The Dollar has traded softer following the solid US jobs report on Friday, which served to both lift Global Equity markets, taking investors attention off trade protectionism concerns for now, and to keep Fed tightening expectations at bay (due to the benign wage growth component).
The cautiously positive mood on Friday turned positively buoyant as a stronger Yuan helped investors set trade jitters aside for now. Chinese officials emphasized that they won’t use the Yuan as a weapon in the escalating trade war and this led to a broad rally across Asian stock markets. The start of the earnings season could help to put trade worries on the back burner for now, although the calm mood may not last long.
The Dollar has given back ground to most Emerging Market currencies, which were aided by a firmer Yuan today, and lost 0.5% to the Australian Dollar, which has outperformed among the main currencies. Hence as the Australian Economy is directly connected with the Chinese Economy, on the firmer Yuan, Aussie lifted for a 4th consecutive session, posting a fresh 3-week high at 0.7471 in early London trading.
AUDUSD open price is within the upper Bollinger Bands pattern for the 1st time since June 12. The pair confirmed today the formation of a rounding bottom pattern, after the break above the initial Resistance level at 0.7460, which significantly coincides with the Daily up fractal on June 22 and the 38.2% Fibonacci retracement level since May’s peak. The rounding bottom is a bullish pattern, while the rebound noticed last Friday confirms once again that the pair remains bearish overall as it follows with consecutive ups and downs in the downchannel since February 2018.
Despite the longterm weakness, the rebound above 20-Day MA along with the break of the 38.2% Fib. level suggests the retest of the confluence of the 50% Fibonacci level and 50-Day MA at 0.7495. If the pair manage to hold today above May’s Support level at 0.7475, would imply to the retest of the 61.8% fib. level and the edge of the Bollinger Bands pattern, at 0.7530-0.7445.

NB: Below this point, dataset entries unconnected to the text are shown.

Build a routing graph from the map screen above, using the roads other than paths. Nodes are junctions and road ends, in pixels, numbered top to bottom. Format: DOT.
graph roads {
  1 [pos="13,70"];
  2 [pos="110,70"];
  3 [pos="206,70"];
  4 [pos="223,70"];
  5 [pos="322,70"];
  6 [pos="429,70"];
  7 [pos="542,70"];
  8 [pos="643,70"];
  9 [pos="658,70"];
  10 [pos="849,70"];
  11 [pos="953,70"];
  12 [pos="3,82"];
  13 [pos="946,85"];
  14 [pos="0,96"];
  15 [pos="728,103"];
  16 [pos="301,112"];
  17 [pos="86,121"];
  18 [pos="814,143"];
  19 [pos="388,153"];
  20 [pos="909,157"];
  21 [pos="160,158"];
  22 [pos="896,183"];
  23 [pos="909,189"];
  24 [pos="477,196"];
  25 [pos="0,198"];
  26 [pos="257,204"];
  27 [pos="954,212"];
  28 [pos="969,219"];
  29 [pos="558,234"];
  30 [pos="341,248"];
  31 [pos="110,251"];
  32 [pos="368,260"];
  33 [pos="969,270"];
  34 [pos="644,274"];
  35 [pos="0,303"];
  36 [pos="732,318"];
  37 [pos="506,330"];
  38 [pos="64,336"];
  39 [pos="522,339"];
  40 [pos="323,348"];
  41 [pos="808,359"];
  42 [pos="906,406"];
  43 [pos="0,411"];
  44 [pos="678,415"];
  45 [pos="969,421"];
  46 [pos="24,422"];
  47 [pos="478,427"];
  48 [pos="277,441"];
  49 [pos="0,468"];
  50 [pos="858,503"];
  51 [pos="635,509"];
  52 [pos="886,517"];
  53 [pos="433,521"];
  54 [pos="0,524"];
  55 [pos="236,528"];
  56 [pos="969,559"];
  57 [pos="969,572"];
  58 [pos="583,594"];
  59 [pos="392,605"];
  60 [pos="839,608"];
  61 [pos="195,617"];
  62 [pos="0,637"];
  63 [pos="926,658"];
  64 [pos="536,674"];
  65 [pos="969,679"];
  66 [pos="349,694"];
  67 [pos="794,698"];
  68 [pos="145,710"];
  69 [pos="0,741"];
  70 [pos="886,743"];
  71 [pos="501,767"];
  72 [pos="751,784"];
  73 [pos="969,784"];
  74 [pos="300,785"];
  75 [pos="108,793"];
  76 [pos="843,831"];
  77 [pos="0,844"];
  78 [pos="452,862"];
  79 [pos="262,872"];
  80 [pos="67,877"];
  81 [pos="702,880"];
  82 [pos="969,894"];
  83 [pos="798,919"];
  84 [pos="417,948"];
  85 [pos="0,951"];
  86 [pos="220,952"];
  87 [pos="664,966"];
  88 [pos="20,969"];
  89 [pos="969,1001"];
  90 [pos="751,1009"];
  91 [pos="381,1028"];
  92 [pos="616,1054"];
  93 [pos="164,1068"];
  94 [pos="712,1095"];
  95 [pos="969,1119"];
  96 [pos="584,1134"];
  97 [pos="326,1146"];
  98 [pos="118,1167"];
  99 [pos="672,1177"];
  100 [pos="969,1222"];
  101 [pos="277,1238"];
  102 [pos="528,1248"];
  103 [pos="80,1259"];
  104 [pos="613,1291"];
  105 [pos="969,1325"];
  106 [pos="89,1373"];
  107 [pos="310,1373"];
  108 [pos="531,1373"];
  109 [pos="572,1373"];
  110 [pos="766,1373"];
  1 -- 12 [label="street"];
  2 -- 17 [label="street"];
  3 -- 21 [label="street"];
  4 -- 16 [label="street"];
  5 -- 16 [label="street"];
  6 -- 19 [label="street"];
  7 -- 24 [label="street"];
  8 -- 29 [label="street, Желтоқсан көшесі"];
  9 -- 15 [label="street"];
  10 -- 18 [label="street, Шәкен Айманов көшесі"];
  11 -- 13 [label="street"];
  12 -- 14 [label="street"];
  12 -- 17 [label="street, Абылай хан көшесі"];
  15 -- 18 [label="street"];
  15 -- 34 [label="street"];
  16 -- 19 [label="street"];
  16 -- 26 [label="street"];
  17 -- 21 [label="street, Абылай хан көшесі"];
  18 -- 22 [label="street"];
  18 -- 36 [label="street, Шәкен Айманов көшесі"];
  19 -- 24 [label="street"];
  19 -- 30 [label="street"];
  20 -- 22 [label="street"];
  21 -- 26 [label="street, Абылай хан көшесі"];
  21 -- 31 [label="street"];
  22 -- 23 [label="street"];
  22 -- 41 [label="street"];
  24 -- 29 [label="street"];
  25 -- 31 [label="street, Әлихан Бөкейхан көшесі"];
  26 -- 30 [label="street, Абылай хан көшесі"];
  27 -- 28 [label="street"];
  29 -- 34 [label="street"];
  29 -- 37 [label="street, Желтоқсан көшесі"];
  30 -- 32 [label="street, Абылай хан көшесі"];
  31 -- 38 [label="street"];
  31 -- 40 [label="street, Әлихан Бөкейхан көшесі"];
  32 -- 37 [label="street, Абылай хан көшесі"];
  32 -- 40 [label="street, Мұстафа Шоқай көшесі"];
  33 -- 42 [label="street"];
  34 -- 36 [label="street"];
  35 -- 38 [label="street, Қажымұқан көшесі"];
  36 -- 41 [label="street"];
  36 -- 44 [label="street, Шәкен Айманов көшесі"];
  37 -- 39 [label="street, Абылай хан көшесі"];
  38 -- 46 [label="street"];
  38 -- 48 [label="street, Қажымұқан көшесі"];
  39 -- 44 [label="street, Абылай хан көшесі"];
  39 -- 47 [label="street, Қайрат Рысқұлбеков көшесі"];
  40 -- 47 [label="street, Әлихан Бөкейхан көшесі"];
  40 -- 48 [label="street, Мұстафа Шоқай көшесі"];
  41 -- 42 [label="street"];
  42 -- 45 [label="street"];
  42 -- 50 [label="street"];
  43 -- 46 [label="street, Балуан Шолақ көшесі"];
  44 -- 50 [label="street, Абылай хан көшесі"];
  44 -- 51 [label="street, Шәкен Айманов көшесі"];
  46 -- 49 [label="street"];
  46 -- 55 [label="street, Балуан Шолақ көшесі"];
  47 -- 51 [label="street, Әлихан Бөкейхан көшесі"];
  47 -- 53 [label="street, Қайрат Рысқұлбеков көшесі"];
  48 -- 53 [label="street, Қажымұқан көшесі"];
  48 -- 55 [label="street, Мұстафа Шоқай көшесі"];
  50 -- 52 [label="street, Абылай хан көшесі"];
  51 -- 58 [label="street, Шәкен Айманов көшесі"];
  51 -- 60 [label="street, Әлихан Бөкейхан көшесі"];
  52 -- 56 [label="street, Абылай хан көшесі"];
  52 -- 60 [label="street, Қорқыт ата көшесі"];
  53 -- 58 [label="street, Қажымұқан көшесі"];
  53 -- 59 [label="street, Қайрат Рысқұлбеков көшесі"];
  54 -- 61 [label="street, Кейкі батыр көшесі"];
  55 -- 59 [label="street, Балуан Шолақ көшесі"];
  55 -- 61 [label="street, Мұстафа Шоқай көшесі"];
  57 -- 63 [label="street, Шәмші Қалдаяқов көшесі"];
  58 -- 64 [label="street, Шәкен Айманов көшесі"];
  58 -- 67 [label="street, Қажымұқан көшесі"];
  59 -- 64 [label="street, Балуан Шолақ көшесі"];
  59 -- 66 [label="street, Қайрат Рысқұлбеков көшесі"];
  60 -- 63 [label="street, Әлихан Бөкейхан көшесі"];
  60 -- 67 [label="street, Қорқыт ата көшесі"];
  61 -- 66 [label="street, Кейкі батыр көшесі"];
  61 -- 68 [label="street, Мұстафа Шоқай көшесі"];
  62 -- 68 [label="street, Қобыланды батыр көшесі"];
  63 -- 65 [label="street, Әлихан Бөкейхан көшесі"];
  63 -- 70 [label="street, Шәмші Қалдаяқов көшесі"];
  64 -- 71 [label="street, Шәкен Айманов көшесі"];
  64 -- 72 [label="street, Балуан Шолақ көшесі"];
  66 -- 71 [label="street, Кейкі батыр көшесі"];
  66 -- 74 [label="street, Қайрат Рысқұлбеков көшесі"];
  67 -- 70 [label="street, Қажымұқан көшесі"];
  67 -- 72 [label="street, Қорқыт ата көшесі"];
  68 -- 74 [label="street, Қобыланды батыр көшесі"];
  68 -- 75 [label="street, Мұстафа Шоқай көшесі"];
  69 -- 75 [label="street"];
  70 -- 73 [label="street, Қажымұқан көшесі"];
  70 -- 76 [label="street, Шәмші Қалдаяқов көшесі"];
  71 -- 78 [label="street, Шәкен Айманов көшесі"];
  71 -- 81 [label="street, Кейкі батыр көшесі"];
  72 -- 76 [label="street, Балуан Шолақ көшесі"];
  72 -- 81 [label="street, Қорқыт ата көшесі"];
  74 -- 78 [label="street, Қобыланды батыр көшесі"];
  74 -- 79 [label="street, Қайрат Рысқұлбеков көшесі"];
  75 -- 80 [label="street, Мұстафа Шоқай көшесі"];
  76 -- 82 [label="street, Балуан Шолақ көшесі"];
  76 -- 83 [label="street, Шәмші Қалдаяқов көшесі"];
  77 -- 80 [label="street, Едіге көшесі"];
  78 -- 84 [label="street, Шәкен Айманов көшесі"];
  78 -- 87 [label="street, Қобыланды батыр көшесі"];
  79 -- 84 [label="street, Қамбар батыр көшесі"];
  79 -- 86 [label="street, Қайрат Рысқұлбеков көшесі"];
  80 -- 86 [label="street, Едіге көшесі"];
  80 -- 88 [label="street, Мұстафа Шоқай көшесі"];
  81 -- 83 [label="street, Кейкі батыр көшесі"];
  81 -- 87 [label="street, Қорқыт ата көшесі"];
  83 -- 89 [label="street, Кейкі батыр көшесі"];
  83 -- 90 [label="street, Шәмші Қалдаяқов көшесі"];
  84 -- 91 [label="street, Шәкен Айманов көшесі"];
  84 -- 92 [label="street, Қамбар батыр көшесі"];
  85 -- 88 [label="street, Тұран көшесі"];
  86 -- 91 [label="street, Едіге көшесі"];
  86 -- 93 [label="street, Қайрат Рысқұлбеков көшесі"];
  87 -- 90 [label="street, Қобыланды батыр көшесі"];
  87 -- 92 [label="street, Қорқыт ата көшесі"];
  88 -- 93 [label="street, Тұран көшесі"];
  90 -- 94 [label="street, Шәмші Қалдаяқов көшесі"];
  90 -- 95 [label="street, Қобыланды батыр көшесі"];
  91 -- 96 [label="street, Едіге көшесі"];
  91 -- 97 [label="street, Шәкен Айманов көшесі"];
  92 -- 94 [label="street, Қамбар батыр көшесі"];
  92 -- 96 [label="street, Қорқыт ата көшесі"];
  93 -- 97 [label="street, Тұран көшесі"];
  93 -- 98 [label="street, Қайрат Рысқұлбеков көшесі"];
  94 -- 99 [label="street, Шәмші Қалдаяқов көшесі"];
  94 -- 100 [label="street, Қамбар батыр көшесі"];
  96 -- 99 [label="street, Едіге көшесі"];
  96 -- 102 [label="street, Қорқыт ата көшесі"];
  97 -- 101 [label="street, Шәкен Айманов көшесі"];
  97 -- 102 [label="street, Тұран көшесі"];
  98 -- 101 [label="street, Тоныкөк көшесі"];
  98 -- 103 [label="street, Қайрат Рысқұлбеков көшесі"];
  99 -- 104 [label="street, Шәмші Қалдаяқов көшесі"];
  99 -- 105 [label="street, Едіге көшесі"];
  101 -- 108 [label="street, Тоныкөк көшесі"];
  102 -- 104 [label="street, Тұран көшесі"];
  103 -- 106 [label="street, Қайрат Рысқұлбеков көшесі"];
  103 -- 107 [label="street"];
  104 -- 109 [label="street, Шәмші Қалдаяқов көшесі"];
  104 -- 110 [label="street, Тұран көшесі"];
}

From the technical picture, the daily momentum indicators suggest that bulls are gaining the control of the pair in the near future and hence the incline is likely to get stretched for few more days if the pair remains above R1 today. RSI crossed neutral zone, while MACD lines decreased within the negative area above the signal line.
On the weekly and monthly basis, the break above the upper barrier of the downchannel could turn the attention to the 38.2% Fibonacci retracement level at 0.7623, a decline from 0.8136 to 0.7309. However in the daily and intraday timeframes, the pair is supported by strong bullish bias. Only a break below 20-Day MA would turn AUDUSD into a selling mode.